5CORONER’S CONCERNS  
During the course of the investigation my inquiries revealed matters giving rise to concern. In my opinion there is a risk that future deaths could occur unless action is taken. In the circumstances it is my statutory duty to report to you.

The MATTERS OF CONCERN are as follows:
(brief summary of matters of concern)
 
Gillian Peacock was admitted to hospital on 27th February 2023 and was diagnosed with a chest infection and was prescribed clarithomycin. It was recorded by a hospital pharmacist on 1st March 2023 in her medical notes that the use of these two drugs can cause digoxin toxicity and an alternative drug or monitoring is advised. No alternative drug was prescribed and no monitoring took place until 7th March 2023.
 
The evidence I have heard is that the treating clinicians had not seen the entry in her medical records.
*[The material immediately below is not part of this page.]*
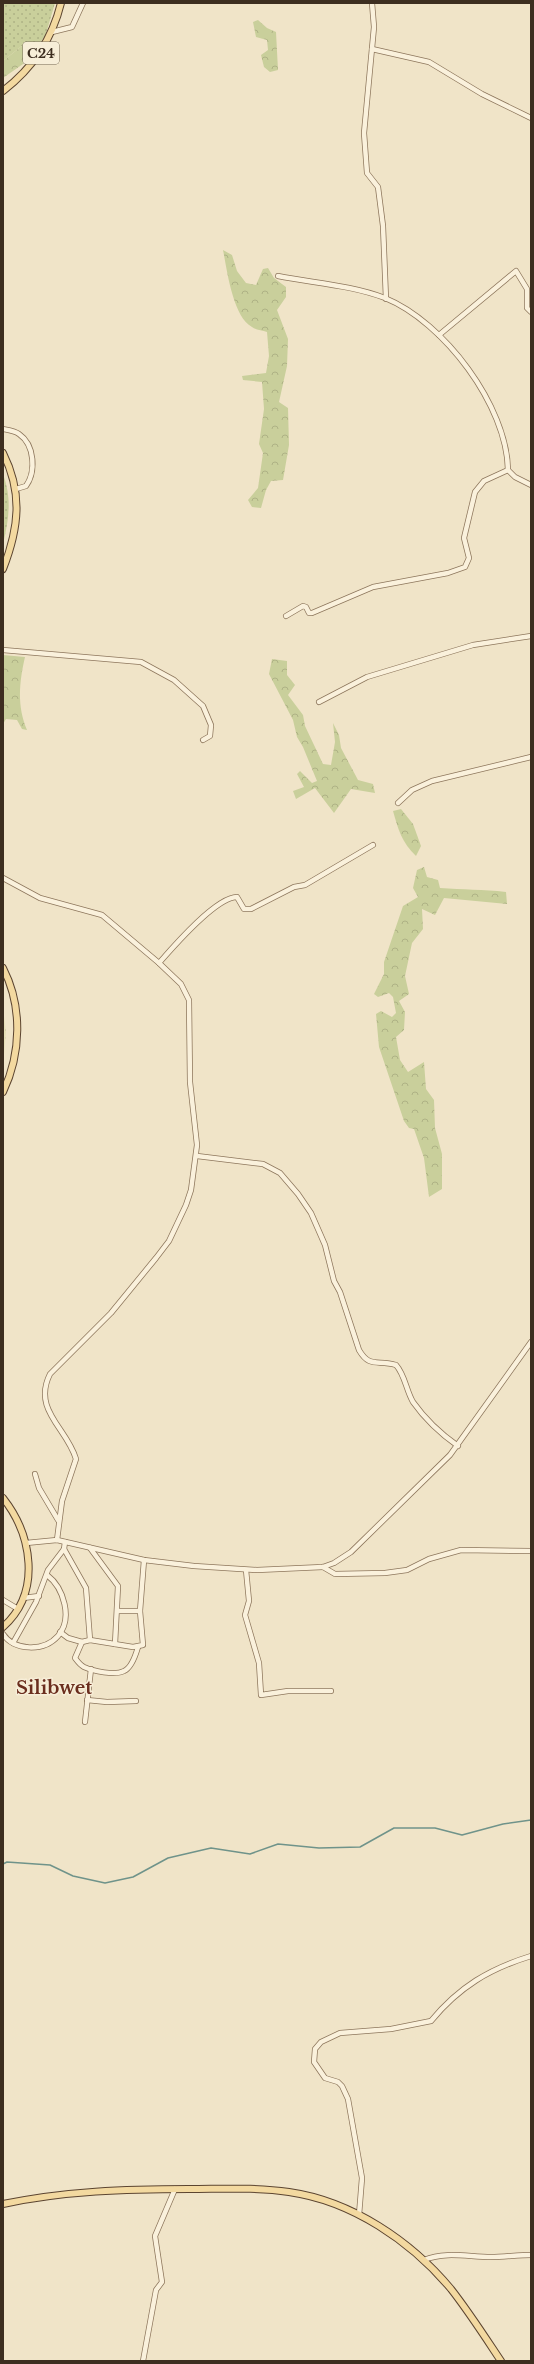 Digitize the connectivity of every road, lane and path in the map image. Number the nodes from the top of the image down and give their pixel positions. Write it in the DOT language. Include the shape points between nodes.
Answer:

This was in part due to the way the entries are displayed in the records and the ‘huge’ number of entries that are recorded.
 
I heard that now that any pharmacist entries of significance must be verbally passed to a junior doctor involved in the patient’s care and in turn passed on at ward meetings to the broader group of staff caring for that patient.
 
I have a concern that the current system does not address the issue of important medical information being recorded in a patient’s notes not being accessible in such a way that clinicians can see and if necessary act on it.
 
The use of verbal handovers does not in my view fully address my concern that crucial medical information should be recorded in a patient’s medical records in such a way that relevant information is visible to those involved in care. In addition, that it can be accessed immediately without reliance on the verbal passing of information from one member of the treating team to another.
6ACTION SHOULD BE TAKEN
In my opinion action should be taken to prevent future deaths and I believe you (and/or your organisation) have the power to take such action.
7YOUR RESPONSE
You are under a duty to respond to this report within 56 days of the date of this report, namely by July 31, 2024. I, the coroner, may extend the period.
 
Your response must contain details of action taken or proposed to be taken, setting out the timetable for action. Otherwise you must explain why no action is proposed.
8COPIES and PUBLICATION
I have sent a copy of my report to the Chief Coroner and to the following Interested Persons
 
[REDACTED]
 
I have also sent it to
 
Care Quality Commission
 
who may find it useful or of interest.
 
I am also under a duty to send a copy of your response to the Chief Coroner and all interested persons who in my opinion should receive it.
 
I may also send a copy of your response to any person who I believe may find it useful or of interest.

The Chief Coroner may publish either or both in a complete or redacted or summary form. He may send a copy of this report to any person who he believes may find it useful or of interest.
 
You may make representations to me, the coroner, at the time of your response about the release or the publication of your response by the Chief Coroner.